Taráaaaan. Sí señor, a mitad de cuadra lo veo saludándome con una
sonrisa; ¿qué carajo hace Matías en Uriburu, si vive en Mitre? No
sé, pero ahí está. Me acerco y le pregunto como anda, me dice que
bien y me pide plata; pasé de setenta mangos más pobre a noventa,
pero Matías ya está aburguesado: se pone los dedos índice y mayor
de la mano derecha en la boca. Quiere puchos. Meto la mano en el
bolsillo y tengo pocos; si se los doy, me quedo sin y no tengo plata
para comprar más (de los míos). Le digo que espere; ahí nomás hay
un kiosco y pregunto al kiosquero si tiene sueltos. Tiene, a siete
pesos cada uno. Veo atrás que tiene unos paquetes de unos
cigarrillos que son medio infumables, pero son baratos; valen
cuarenta. Ciento treinta pesos más pobre (no hice dos cuadras,
todavía). Pero falta algo: el amigo de Matías, que sale de la nada.

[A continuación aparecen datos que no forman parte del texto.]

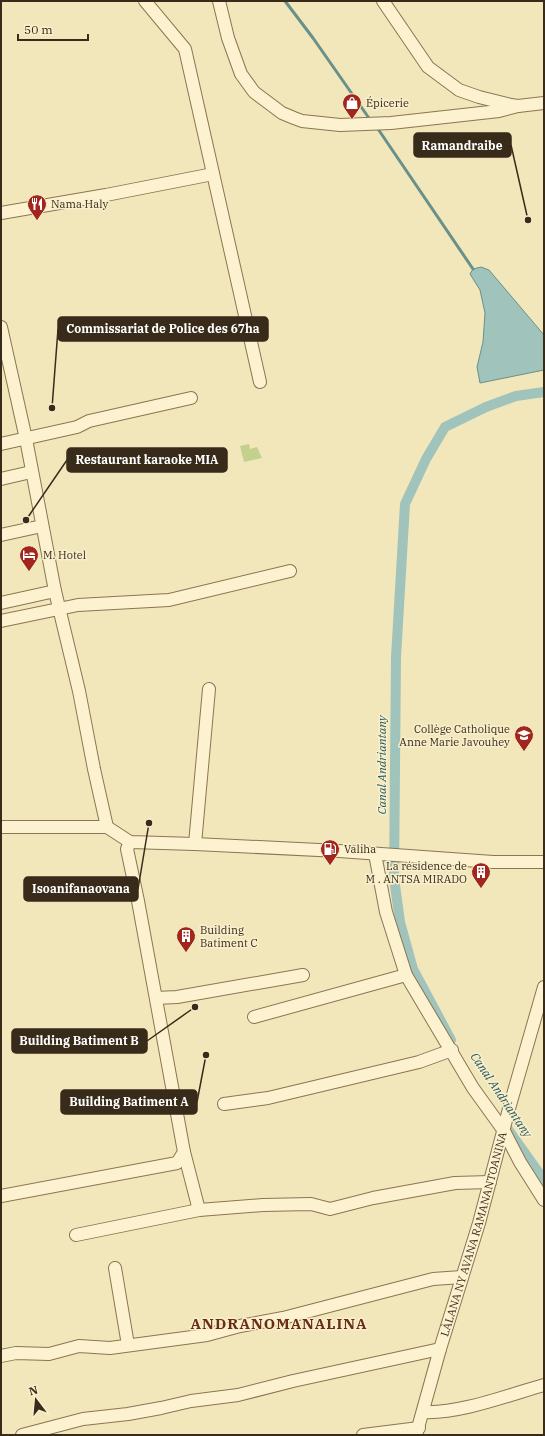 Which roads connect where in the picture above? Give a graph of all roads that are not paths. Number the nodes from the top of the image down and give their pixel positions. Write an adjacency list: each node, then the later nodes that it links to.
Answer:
1 (145, 1): 6 (street)
2 (219, 1): 5 (street)
3 (383, 1): 5 (street)
4 (544, 103): 5 (street)
5 (518, 106)
6 (213, 174): 7 (street); 9 (street)
7 (1, 212)
8 (1, 327): 11 (street)
9 (260, 382)
10 (190, 398): 11 (street)
11 (26, 439): 12 (street); 13 (street)
12 (1, 444)
13 (31, 472): 14 (street); 15 (street)
14 (1, 479)
15 (42, 526): 16 (street); 18 (street)
16 (1, 535)
17 (290, 571): 20 (street)
18 (55, 591): 19 (street); 20 (street)
19 (1, 603)
20 (59, 608): 21 (street); 24 (street)
21 (1, 621)
22 (210, 689): 26 (street)
23 (1, 827): 24 (street)
24 (107, 828): 25 (street)
25 (130, 842): 26 (street); 32 (street)
26 (195, 844): 27 (street)
27 (376, 854): 28 (street); 30 (street)
28 (544, 862)
29 (303, 975): 32 (street)
30 (406, 975): 33 (street); 34 (street)
31 (544, 987): 36 (street, LÀLANA NY AVANA RAMANANTOANINA)
32 (156, 998): 37 (street)
33 (254, 1017)
34 (452, 1050): 35 (street); 36 (street)
35 (224, 1104)
36 (504, 1131): 38 (street, LÀLANA NY AVANA RAMANANTOANINA); 40 (street)
37 (184, 1152): 39 (street); 41 (street)
38 (490, 1182): 41 (street); 44 (street, LÀLANA NY AVANA RAMANANTOANINA)
39 (1, 1196)
40 (544, 1200)
41 (199, 1210): 42 (street)
42 (76, 1235)
43 (115, 1268): 45 (street)
44 (462, 1276): 45 (street); 46 (street, LÀLANA NY AVANA RAMANANTOANINA)
45 (128, 1345): 47 (street)
46 (440, 1349): 49 (street, LÀLANA NY AVANA RAMANANTOANINA); 51 (street)
47 (1, 1356)
48 (544, 1385): 49 (street)
49 (423, 1412): 50 (street, LÀLANA NY AVANA RAMANANTOANINA)
50 (418, 1431): 52 (street)
51 (22, 1435)
52 (363, 1435)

Me quedan sesenta pesos. Matías me dice si no le puedo prestar
(prestar) “una platita” a su compañero. Ciento cincuenta. Ya
cuendo me hace el gesto de los puchos le digo que los compartan.
Llego a Sarmiento con cuarenta pesos. Las dos cuadras más caras
desde que me mudé al barrio. Hacerse conocer tiene sus
inconvenientes. En las cinco cuadras hasta Córdoba me pidieron guita
tres veces más; descubrí que sé decir que no, por suerte.